In 1861, Kate Fox was engaged exclusively for Charles F. Livermore, a rich banker of New York whose wife, Estelle, died a year before. For a period of five years Kate gave him nearly 400 sittings of which detailed records were kept. The following conditions of the sittings were noted:
1.The doors and windows were carefully locked and the sessions, witnessed by prominent men, were often held in Livermore's own house.
2.While the medium retained consciousness, Estelle gradually materialized. She was not recognized until the 43rd sitting when she was illuminated by a psychic light.
3.Later, the materialization became more complete but the figure could not speak, except a few words. The communication took place through raps and writing. Estelle and another phantom, calling himself Benjamin Franklin, wrote on cards brought by Livermore.
4.While Estelle wrote, the hands of Kate Fox were held. The script was a perfect reproduction of the characters she used when on earth.
5.At the 388th session, Estelle declared that she appeared for the last time.
Livermore never saw her any more.
In gratitude for the consolation he derived from these sittings, Livermore enabled Kate Fox to visit England in 1871. While there she sat for many important people, gave excellent opportunities to learned men for investigation, and often held joint sessions with D. D. Home and Mrs. Gruppy.

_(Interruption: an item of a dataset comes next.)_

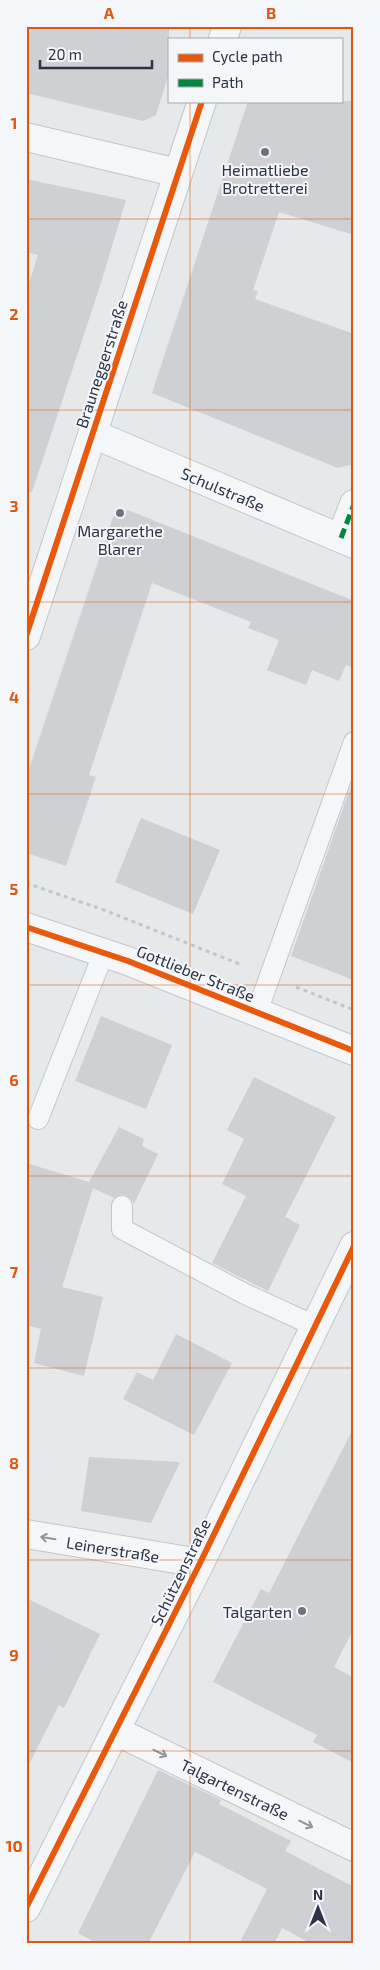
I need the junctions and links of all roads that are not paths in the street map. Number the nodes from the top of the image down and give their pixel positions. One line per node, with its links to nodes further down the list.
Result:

Leah died in 1890, Kate in 1892, and Margaret in 1893. In a meeting of the Medico Legal Society of New York in 1905 the subject of Spiritualism was discussed. Mrs. Mellon, a woman doctor who did not happen to be a Spiritualist, told the story of the last hours of Mrs. Margaret Fox Kane. In a house on Ninth Street she passed some hours every day at her bedside. Mrs. Kane was unable to move hand or foot. There was not a closet in the place or any other hiding place of any kind. And yet knockings were heard now through the wall, now through the ceiling, and again through the floor. "They were heard," said Mrs. Mellon, "in response to questions the woman put to her guide, as she expressed it, and she was as incapable of cracking her toe-joints at this time as I was."